◆ Directions for this task: Reproduce the records below exactly, but only between the lines holding "index tip: (308, 299)" and "pinky tip: (345, 382)", inclusive.

Stored items

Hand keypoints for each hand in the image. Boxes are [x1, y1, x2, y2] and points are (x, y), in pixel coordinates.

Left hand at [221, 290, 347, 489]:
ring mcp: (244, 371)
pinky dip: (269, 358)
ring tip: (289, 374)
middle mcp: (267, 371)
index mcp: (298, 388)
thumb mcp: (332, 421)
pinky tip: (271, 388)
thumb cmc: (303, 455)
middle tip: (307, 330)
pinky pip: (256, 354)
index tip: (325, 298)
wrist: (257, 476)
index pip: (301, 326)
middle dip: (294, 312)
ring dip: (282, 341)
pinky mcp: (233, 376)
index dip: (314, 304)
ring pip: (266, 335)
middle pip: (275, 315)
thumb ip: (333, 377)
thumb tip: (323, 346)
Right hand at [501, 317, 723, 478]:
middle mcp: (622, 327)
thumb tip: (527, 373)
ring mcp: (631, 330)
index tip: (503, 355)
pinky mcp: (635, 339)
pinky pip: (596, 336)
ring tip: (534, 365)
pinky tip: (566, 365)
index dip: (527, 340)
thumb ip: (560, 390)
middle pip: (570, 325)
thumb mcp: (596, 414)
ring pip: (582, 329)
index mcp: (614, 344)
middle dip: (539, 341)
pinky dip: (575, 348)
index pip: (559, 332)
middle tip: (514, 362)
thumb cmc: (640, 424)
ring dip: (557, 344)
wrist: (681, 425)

...

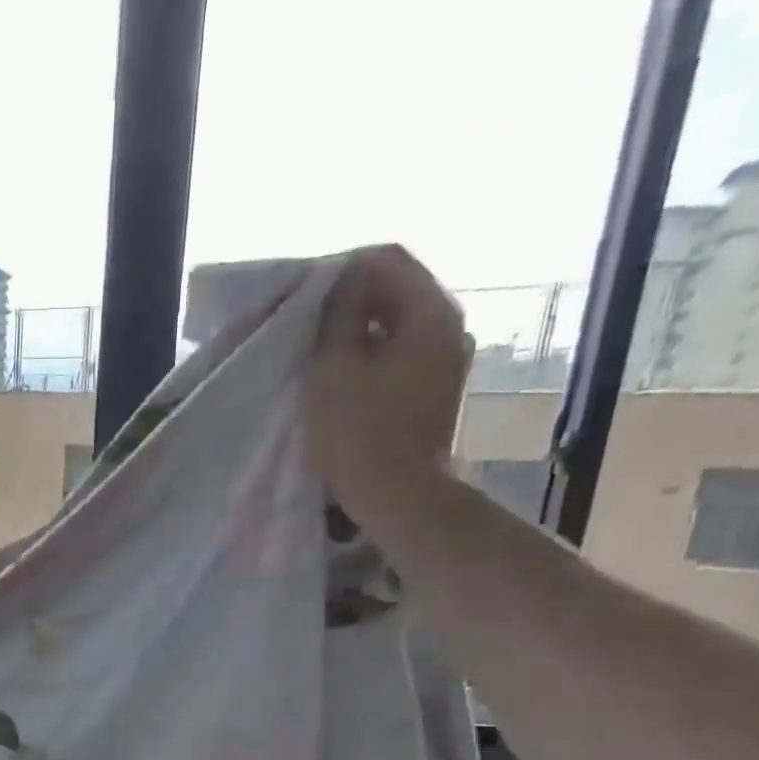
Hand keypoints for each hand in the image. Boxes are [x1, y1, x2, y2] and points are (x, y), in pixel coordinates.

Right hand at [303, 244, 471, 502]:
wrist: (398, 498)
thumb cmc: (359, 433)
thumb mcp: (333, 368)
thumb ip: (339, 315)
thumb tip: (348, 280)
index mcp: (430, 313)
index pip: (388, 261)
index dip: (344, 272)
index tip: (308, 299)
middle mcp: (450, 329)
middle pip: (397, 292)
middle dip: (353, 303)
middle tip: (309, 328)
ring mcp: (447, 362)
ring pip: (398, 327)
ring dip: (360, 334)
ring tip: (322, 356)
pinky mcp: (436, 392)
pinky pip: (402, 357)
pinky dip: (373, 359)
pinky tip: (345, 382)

◆ Problem solution:
index tip: (308, 299)
middle mcp: (450, 329)
middle pip: (397, 292)
middle dip: (353, 303)
middle tip: (309, 328)
ring mcp: (447, 362)
ring pip: (398, 327)
ring dip: (360, 334)
ring tip: (322, 356)
pinky mcp: (436, 392)
pinky pip: (402, 357)
pinky dip: (373, 359)
pinky tip: (345, 382)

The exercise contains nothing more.